The shortcomings of today's security products have some security experts feeling a little nostalgic for the proxy, which enforces app protocol-specific traffic -- think HTTP, FTP, XML, AIM, Skype -- and can log user activity.

Conceptually, proxies are attractive because they don't come with the baggage of false positives, says Nate Lawson, engineering director for Cryptography Research. "The decision to support various features of a protocol is made when the proxy is written. If a feature is not supported, it just won't work through the proxy," he says, whereas an IDS/IPS has to make decisions about features it has never seen before, or may or may not be supported.

With the exception of HTTP/Web firewall proxies, application-level proxy technology never really took off, due to performance issues and the difficulty of creating proxies for various apps.
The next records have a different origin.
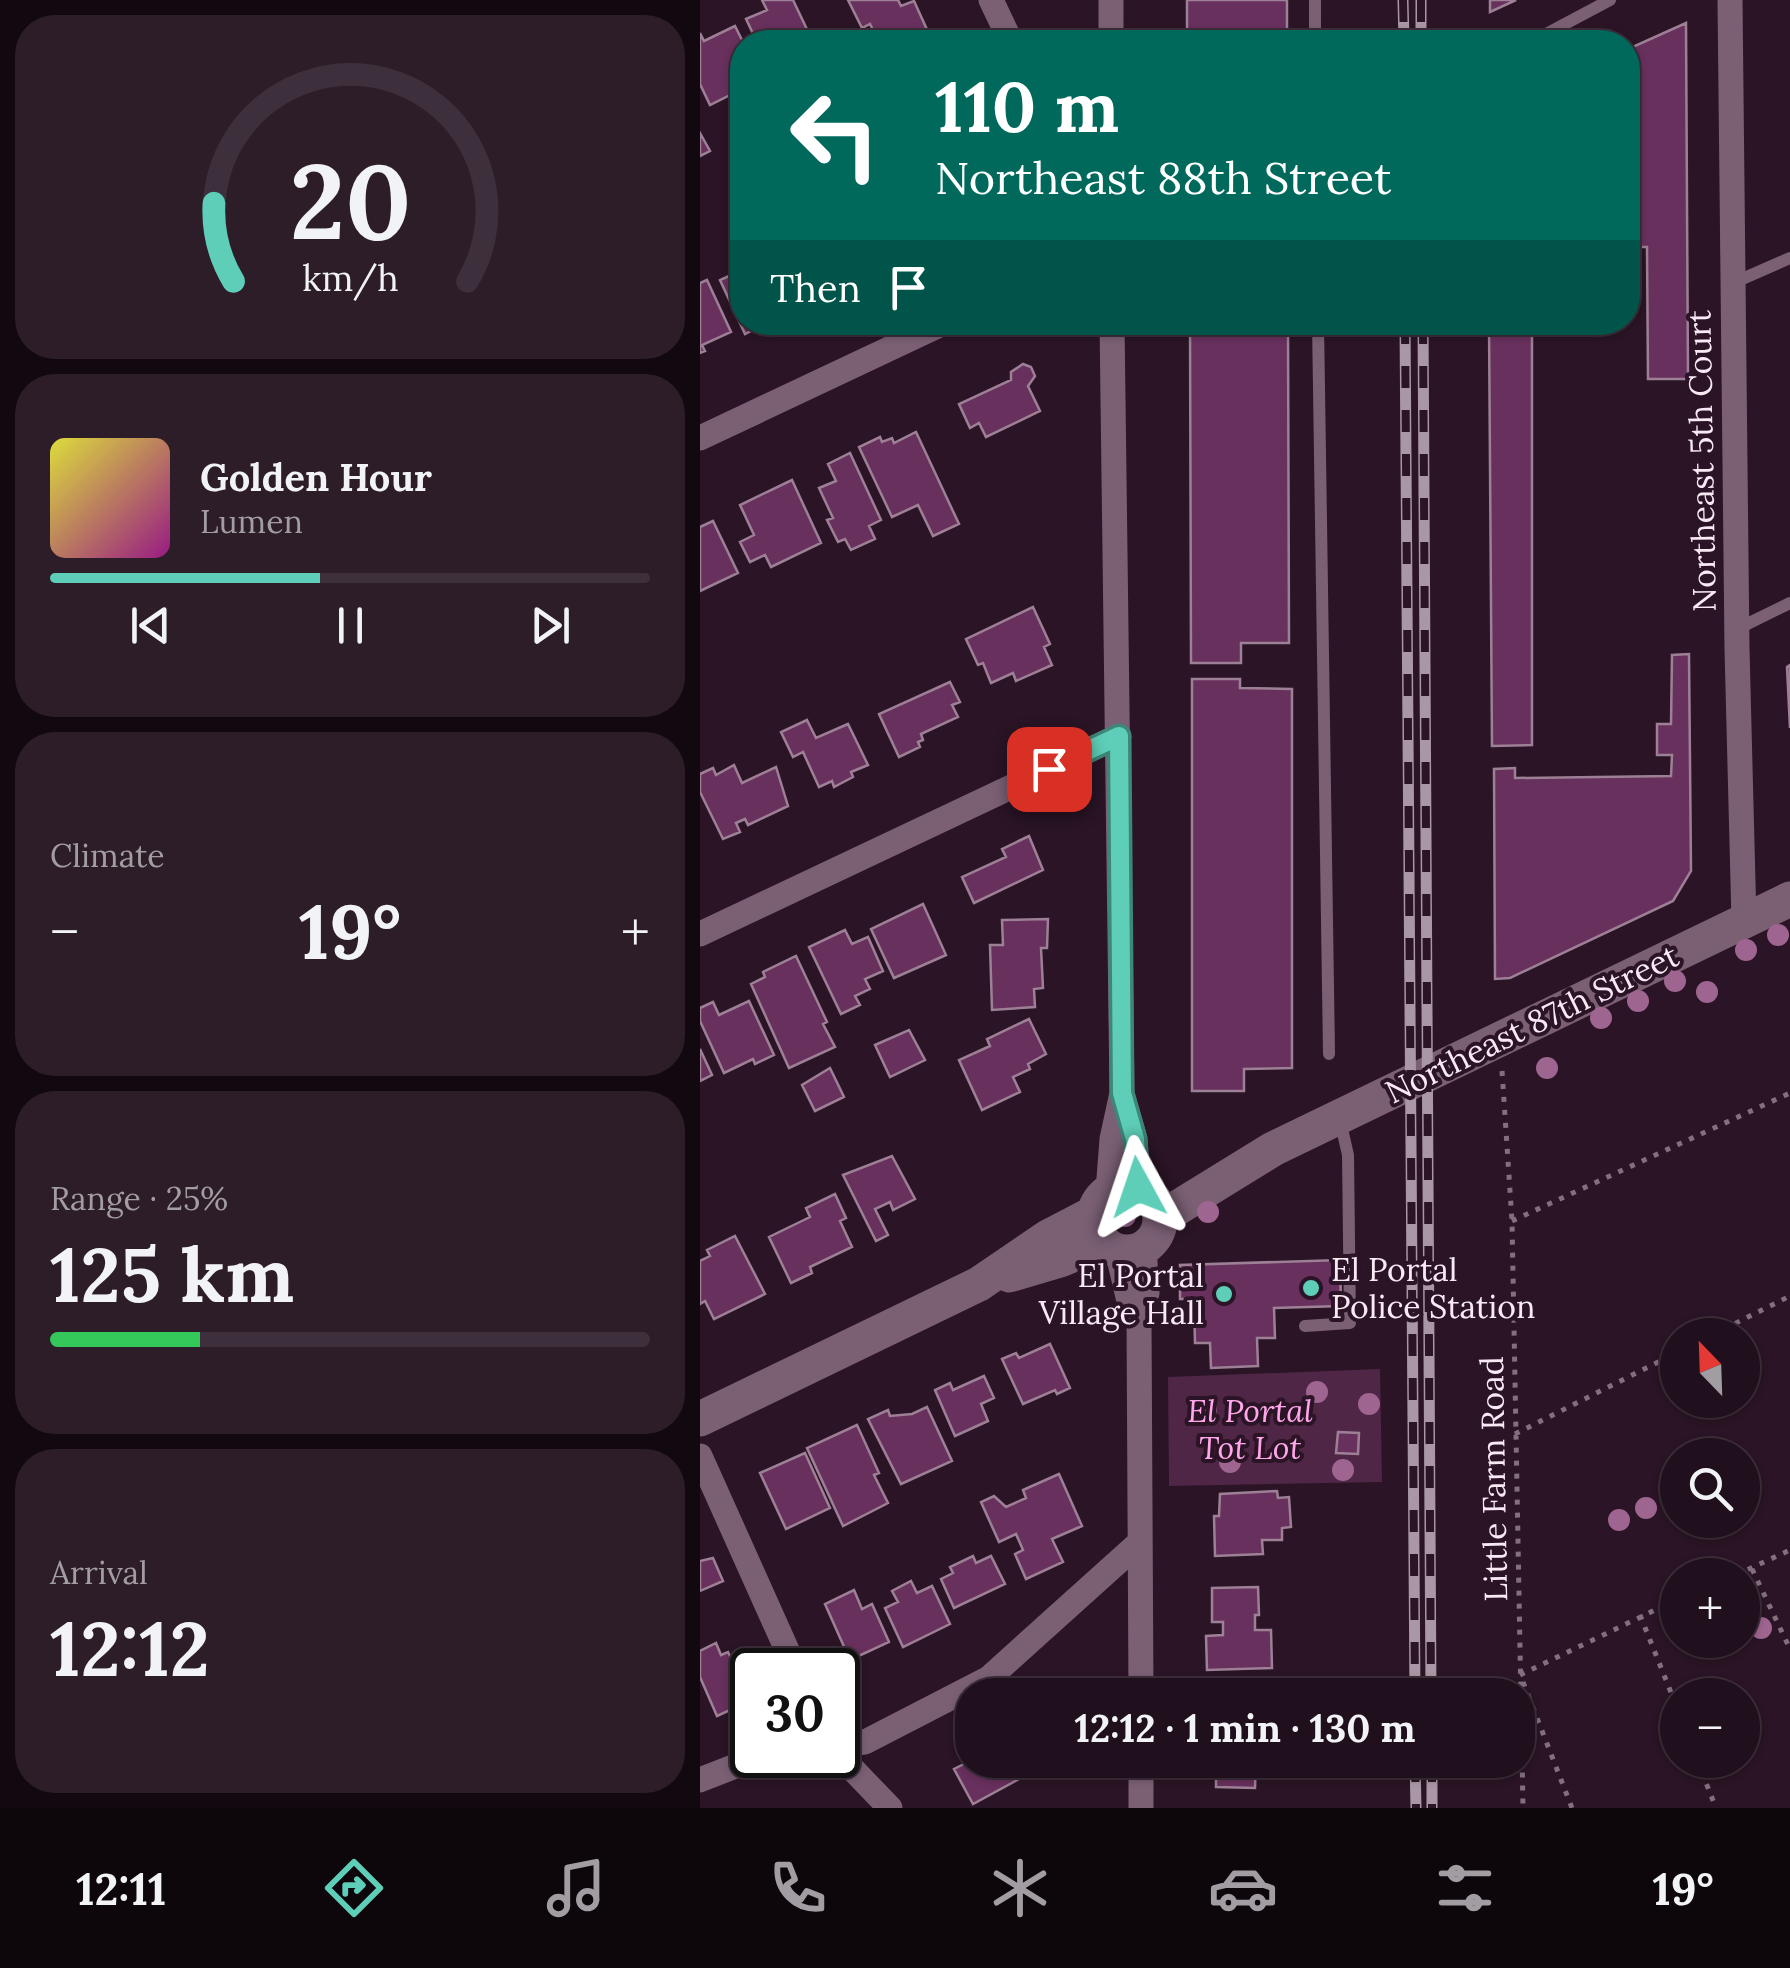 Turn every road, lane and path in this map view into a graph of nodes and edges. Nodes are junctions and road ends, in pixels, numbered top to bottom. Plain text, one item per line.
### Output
1 (990, 0) edge
2 (1111, 0) edge
3 (1315, 0) edge
4 (1610, 0) edge
5 (1730, 0) edge
6 (1005, 30) edge
7 (1111, 30) edge
8 (1316, 30) edge
9 (1554, 30) edge
10 (1790, 258) edge
11 (1733, 283) junction
12 (918, 335) edge
13 (1112, 335) edge
14 (1318, 335) edge
15 (700, 438) edge
16 (1790, 603) edge
17 (1737, 629) junction
18 (1119, 736) junction
19 (1790, 900) edge
20 (1744, 921) junction
21 (700, 934) edge
22 (1329, 1054) dead end
23 (1790, 1094) edge
24 (1505, 1102) dead end
25 (1340, 1117) junction
26 (1127, 1218) junction
27 (1512, 1221) junction
28 (1790, 1296) edge
29 (1746, 1318) edge
30 (1305, 1326) dead end
31 (1660, 1361) edge
32 (700, 1419) edge
33 (1515, 1434) junction
34 (700, 1456) edge
35 (1140, 1542) junction
36 (1790, 1550) edge
37 (1760, 1564) edge
38 (1760, 1585) edge
39 (1660, 1607) edge
40 (1640, 1615) junction
41 (786, 1648) edge
42 (1790, 1650) edge
43 (1520, 1674) junction
44 (1140, 1678) edge
45 (1665, 1678) edge
46 (860, 1742) edge
47 (730, 1769) edge
48 (860, 1777) edge
49 (1140, 1778) edge
50 (1704, 1778) edge
51 (700, 1780) edge
52 (890, 1808) edge
53 (1141, 1808) edge
54 (1523, 1808) edge
55 (1572, 1808) edge
56 (1716, 1808) edge

1 - 6 street
2 - 7 street
3 - 8 lane
4 - 9 lane
5 - 11 street, Northeast 5th Court
10 - 11 lane
11 - 17 street, Northeast 5th Court
12 - 15 street
13 - 18 street
14 - 22 lane
16 - 17 lane
17 - 20 street, Northeast 5th Court
18 - 21 street
18 - 26 street
19 - 20 street, Northeast 87th Street
20 - 25 street, Northeast 87th Street
23 - 27 path
24 - 27 path, Little Farm Road
25 - 26 street, Northeast 87th Street
25 - 30 lane
26 - 32 street, Northeast 87th Street
26 - 35 street
27 - 33 path, Little Farm Road
28 - 29 path
31 - 33 path
33 - 43 path, Little Farm Road
34 - 41 street
35 - 44 street
35 - 46 street
36 - 37 path
38 - 42 path
39 - 40 path
40 - 43 path
40 - 45 path
43 - 54 path, Little Farm Road
43 - 55 path
47 - 51 street
48 - 52 street
49 - 53 street
50 - 56 path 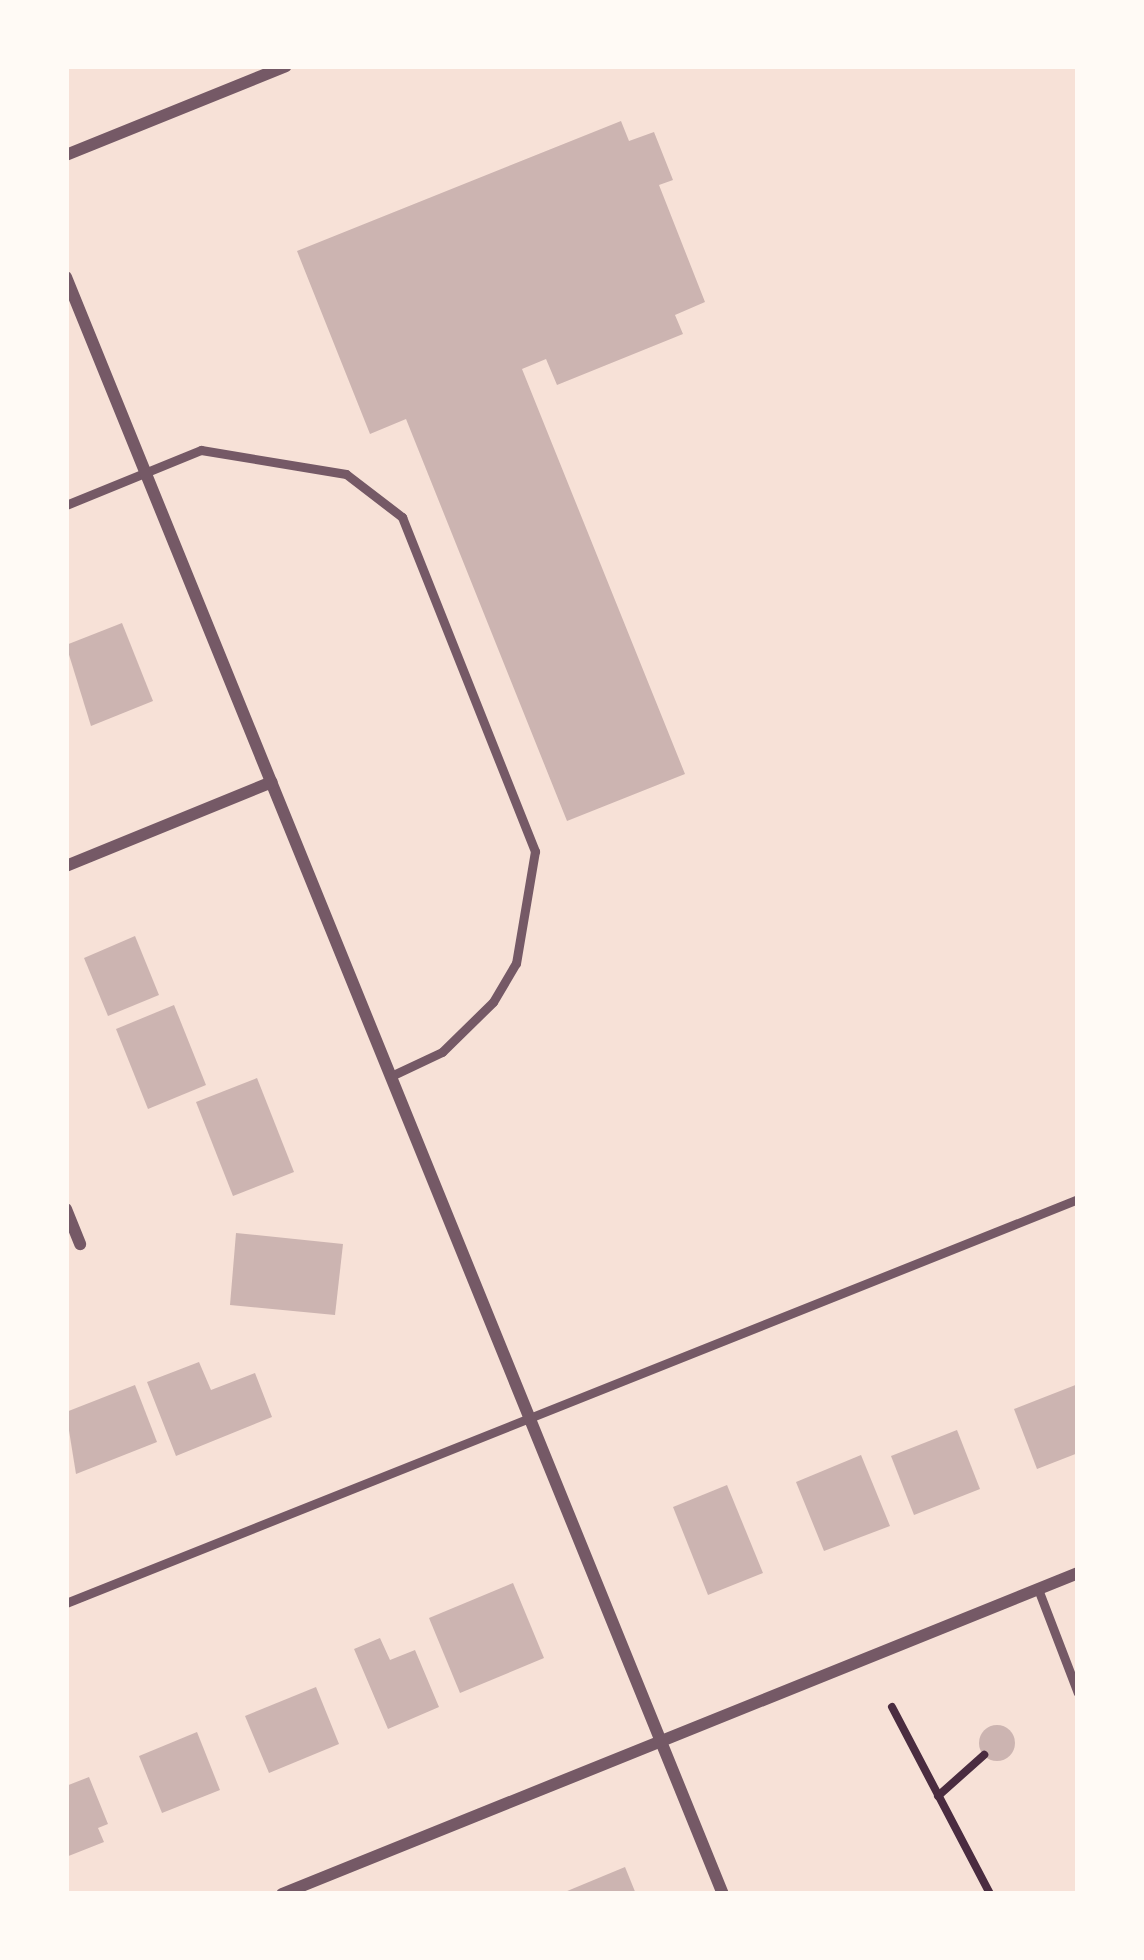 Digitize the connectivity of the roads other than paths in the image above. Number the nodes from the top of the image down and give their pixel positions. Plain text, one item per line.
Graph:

"Proxy firewalls aren't popular today because there has always been a perceived, and once real, performance hit. And proxies for new services -- [such as] AIM and Skype -- take a long time to appear, if ever," Lawson says. "That leaves companies in the unenviable position of having to write their own proxy, which is critical code that could shut down a service if it crashes."

True application proxies would allow or disallow traffic for, say, a PeopleSoft app, says John Pescatore, a vice president with Gartner. But proxies today are mostly protocol proxies in firewalls and mainly deal with HTTP and Web apps, he says.

Lawson says the only hope for resuscitating application proxy technology -- albeit a long shot -- is for app developers to provide machine-readable specifications on their apps, so there would be no need to write new proxies because every application would come with its own proxy definition.

A machine-readable protocol description would ultimately let enterprises control access. "But I'm not sure what is in it for the vendor. Many want to keep their protocols proprietary, and opening them up so people can control access to their services only hurts them," says Dave Goldsmith, president of Matasano Security.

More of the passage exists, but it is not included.